A team of physicists and geologists at CEA DAM-DIF and Universit´e Paris-Saclay, working with a colleague from ESRF, BP220, F-38043 Grenoble Cedex and another from the European Synchrotron Radiation Facility, has succeeded in synthesizing a single-crystalline iron in a form that iron has in the Earth's core.


In their paper published in the journal Physical Review Letters, the group describes how they used an experimental approach to synthesize pure single-crystalline ε-iron and possible uses for the material In trying to understand Earth's internal composition, scientists have had to rely mostly on seismological data. Such studies have led scientists to believe that the core is solid and that it is surrounded by liquid. But questions have remained.

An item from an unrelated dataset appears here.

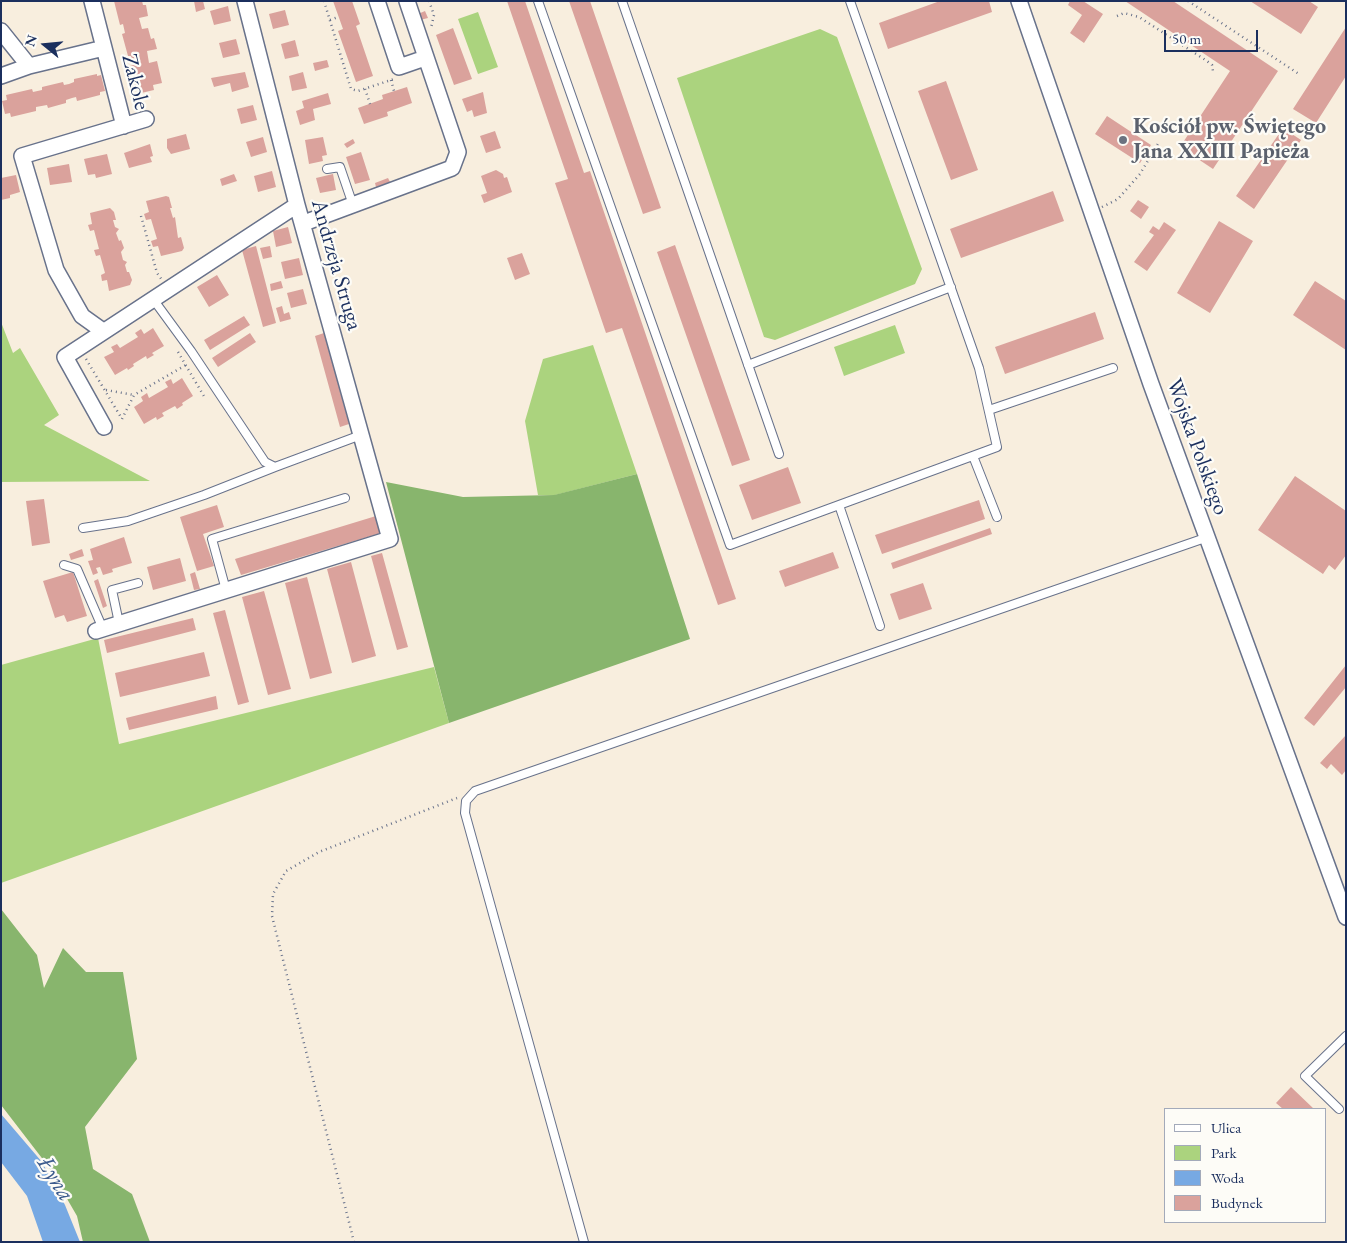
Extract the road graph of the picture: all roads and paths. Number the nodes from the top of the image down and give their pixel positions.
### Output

For example, back in the 1980s, studies revealed that seismic waves travel faster through the Earth when traveling pole to pole versed equator to equator, and no one could explain why. Most theories have suggested it is likely because of the way the iron in the core is structured. Most in the field agree that if the type of iron that exists in the core could be made and tested at the surface, such questions could be answered with a reasonable degree of certainty. But doing so has proven to be challenging due to fracturing during synthesis. In this new effort, the research team has found a way around such problems and in so doing have found a way to synthesize a type of iron that can be used for testing the properties of iron in Earth's core. The work by the team involved compressing a sample of α-iron at 7GPa. Doing so caused its temperature to rise to approximately 800 Kelvin. That led to the transformation of its structure into γ-iron crystals. More pressure pushed the γ-iron to form into ε-structure iron—single crystals that are believed to be the same types as those in the iron at Earth's core. The research team conducted experiments that showed the directionally-dependent elasticity of their ε-iron behaving as iron does in the Earth's core, with vibrations traveled faster along one axis of a sphere than along the other. They suggest their approach can be used for generating iron samples for testing theories regarding the makeup of Earth's core.